Tuesday, April 20, 2010

Back with the streets I know; will never take me anywhere but here. Treme: Season 1, Episode 2: "Meet de Boys on the Battlefront."



This second episode seemed to be an episode about dreams thwarted, or at least tainted. We have Davis losing his job (a job which almost seemed to define him in the first episode, gone just a few minutes into the second), Janette having to beg her parents for a loan and still not getting enough to keep her restaurant or her ruined house together, Delmond having a great time in the city he abandoned only to get arrested for smoking weed, Sofie getting to come back to school in New Orleans at the expense of poorer kids, Albert getting a member of his tribe back but not before committing a shocking act of violence and most poignantly, LaDonna believing that her brother has been found, only to come face to face with the wrong David Brooks.

LaDonna's plight is one of the toughest to watch, because in her we see a strong woman trying so hard to hold so much together. The well being of her mother, her brother, her bar, her marriage and her kids are all on her shoulders, and in Khandi Alexander's performance you can see a woman who is bending but not about to break. In the scene where her husband suggests that she sell the bar and move to Baton Rouge it takes just a few facial expressions for the audience to see that this will not end well. She is not willing to give up her past or her home, no matter that right now her city is in ruins. Like many of our main characters, she is left, but not leaving.


We meet some new characters this week (Simon and Overmeyer LOVE their sprawling casts) in Sonny and Annie, street musician and possible con artists who seem to be getting a little sick of tourists and well wishers in their town. We also see some new sides to the characters we met last week, including a sweetness previously undetected in Davis (he really seemed to want to send those kids somewhere where they would have a good time!) and an intense anger and brutality in Albert. Dave Walker of NOLA.com is doing some very interesting annotations of each episode, and I really liked his explanation of Albert's actions. He mentions that depression and a kind of temporary insanity were rampant in the city after Katrina, and people often did things that they would not have done in normal circumstances. Something about reading his ideas on Albert's brutal beating of the thief made me feel a little better about it, and not so bad about how much I enjoyed his final scene, practicing with his lone tribe member. I am definitely a huge fan of Clark Peters, and I want Albert to be a man I can root for, despite this act of violence. I am sure it will not go entirely unpunished though. If I learned anything from The Wire it's that Simon and co. rarely let a bad or a good deed go unpunished.

This was a darker episode, but I must mention how much I am enjoying Wendall Pierce as Antoine. He's got this whole charming rogue thing down pat. Is it any surprise that a man who can flirt like that with his trombone has more than a few illegitimate children running around town?
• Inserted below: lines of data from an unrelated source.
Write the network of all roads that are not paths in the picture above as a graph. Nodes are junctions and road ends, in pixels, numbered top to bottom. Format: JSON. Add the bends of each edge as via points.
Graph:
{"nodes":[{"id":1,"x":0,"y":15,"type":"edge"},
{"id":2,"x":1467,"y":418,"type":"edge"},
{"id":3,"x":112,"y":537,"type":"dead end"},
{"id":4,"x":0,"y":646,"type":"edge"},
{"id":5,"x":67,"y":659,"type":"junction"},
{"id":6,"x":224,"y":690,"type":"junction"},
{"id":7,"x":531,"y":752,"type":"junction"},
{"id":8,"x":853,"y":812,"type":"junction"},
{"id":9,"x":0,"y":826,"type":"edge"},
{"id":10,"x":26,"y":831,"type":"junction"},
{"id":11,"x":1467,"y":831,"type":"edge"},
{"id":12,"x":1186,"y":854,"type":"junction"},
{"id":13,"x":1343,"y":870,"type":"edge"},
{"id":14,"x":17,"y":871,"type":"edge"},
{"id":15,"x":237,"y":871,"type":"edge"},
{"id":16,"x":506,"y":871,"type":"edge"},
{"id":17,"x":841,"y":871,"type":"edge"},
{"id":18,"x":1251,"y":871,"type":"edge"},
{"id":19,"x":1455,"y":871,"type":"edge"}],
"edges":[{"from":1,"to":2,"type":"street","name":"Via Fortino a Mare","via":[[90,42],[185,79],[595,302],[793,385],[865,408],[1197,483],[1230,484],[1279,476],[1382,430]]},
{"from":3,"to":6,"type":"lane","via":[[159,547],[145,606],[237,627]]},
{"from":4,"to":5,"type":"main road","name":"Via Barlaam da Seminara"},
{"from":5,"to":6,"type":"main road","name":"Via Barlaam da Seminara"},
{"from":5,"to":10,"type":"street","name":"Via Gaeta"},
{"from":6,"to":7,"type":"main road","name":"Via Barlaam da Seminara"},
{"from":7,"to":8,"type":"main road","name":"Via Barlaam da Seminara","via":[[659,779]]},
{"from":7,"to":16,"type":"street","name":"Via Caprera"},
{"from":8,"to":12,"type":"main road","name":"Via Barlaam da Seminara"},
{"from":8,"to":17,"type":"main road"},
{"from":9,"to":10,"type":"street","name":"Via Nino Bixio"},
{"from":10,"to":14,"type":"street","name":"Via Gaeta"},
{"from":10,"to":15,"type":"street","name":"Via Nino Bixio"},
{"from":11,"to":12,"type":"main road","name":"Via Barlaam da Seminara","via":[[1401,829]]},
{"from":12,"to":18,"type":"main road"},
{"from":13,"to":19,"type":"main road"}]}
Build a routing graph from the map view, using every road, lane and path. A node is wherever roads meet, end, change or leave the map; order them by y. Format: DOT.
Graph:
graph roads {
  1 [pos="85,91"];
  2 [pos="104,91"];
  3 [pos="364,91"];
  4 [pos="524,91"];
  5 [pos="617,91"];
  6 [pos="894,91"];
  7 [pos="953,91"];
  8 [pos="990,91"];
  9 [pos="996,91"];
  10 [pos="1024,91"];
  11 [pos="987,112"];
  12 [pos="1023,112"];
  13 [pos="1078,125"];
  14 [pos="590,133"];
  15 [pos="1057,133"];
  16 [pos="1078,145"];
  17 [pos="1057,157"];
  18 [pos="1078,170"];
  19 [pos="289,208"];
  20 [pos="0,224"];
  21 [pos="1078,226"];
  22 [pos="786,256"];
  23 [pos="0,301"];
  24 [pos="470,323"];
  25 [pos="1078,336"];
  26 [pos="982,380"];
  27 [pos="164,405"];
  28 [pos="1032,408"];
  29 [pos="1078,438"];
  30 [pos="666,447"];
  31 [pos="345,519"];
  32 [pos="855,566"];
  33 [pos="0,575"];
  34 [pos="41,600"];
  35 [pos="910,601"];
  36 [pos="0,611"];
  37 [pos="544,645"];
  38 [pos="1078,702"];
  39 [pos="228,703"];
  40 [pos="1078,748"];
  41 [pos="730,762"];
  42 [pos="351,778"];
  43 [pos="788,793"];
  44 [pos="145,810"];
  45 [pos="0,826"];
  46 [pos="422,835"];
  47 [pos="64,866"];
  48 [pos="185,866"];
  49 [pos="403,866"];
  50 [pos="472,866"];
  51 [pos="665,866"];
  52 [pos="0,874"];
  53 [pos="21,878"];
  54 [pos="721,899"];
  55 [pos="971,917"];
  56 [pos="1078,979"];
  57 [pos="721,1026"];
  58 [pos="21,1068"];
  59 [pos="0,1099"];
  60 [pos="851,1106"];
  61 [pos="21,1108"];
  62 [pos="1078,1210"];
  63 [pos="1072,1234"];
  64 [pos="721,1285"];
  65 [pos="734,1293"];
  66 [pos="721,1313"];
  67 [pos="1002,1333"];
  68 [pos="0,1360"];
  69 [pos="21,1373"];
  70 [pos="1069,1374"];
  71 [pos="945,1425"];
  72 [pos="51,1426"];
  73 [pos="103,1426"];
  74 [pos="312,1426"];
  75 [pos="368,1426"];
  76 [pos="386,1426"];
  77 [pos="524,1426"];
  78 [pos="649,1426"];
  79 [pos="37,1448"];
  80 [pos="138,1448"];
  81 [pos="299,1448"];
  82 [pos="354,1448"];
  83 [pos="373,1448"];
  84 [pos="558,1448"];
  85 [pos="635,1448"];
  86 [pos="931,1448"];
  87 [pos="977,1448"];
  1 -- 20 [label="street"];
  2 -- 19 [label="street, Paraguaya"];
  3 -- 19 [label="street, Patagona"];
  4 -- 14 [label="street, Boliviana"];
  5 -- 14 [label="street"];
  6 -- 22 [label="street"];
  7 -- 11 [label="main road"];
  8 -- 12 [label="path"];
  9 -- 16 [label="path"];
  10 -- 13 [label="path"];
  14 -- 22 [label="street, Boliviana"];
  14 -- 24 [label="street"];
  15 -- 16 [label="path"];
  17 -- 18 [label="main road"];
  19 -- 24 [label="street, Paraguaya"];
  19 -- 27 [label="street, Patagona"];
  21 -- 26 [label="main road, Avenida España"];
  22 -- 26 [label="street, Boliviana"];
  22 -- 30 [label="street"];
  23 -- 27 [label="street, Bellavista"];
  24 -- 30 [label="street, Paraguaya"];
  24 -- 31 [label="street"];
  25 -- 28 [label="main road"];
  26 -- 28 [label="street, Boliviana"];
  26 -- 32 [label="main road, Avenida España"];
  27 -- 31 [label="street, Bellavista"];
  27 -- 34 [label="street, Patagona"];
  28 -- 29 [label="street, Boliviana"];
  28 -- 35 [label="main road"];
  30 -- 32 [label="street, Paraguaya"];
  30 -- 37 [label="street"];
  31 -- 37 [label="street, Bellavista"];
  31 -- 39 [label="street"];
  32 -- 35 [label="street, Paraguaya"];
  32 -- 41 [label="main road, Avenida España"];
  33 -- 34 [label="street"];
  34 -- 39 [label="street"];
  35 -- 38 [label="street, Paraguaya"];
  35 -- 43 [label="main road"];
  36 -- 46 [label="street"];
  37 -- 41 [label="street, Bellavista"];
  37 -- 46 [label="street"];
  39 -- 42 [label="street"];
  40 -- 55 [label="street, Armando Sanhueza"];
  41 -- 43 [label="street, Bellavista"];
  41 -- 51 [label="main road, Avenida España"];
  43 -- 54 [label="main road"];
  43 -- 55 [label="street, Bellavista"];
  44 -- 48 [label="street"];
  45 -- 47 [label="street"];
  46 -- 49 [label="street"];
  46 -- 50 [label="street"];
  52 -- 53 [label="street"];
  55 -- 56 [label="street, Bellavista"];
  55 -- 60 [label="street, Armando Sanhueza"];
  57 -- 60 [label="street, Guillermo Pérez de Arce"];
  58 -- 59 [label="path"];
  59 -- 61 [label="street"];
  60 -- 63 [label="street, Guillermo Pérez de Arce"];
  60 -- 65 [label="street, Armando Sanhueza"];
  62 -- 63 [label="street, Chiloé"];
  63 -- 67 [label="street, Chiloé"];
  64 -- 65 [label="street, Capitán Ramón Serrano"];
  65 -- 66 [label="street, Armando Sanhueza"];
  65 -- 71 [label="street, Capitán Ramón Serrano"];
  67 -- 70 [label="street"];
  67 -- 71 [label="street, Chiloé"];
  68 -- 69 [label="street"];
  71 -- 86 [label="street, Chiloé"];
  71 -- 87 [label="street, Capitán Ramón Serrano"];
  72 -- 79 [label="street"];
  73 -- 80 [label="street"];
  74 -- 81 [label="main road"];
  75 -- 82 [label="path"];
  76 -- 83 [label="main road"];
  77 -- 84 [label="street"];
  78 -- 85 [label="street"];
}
His odyssey to Bourbon Street and beyond for a paying gig added a nice touch of levity to the episode (loved his conversation with those Wisconsin kids!) as well as giving it that nice kick of music that is becoming this show's trademark.

But where is it all going? I am not sure yet, but I think I can see the hints of larger storylines on the horizon. We have Toni and Ladonna on a search for Daymo, about to embark on a mission through some kind of bureaucratic hell that may not have any kind of happy ending for them. Many of the characters, Janette, Davis, Antoine, Albert, and seemingly Sonny and Annie are just trying to find a way to get through the day and keep their lives, which are all in differing states of disrepair, together. Creighton is trying to tell his story, his city's story, without exploiting the less privileged people around him (which of course he can't.) At this point I'm not sure if there will be an overarching plot of any sort, or if this is just a story about rebuilding homes and lives and all the pain and messiness and beauty that comes with that. Either way, I am looking forward to what's coming next.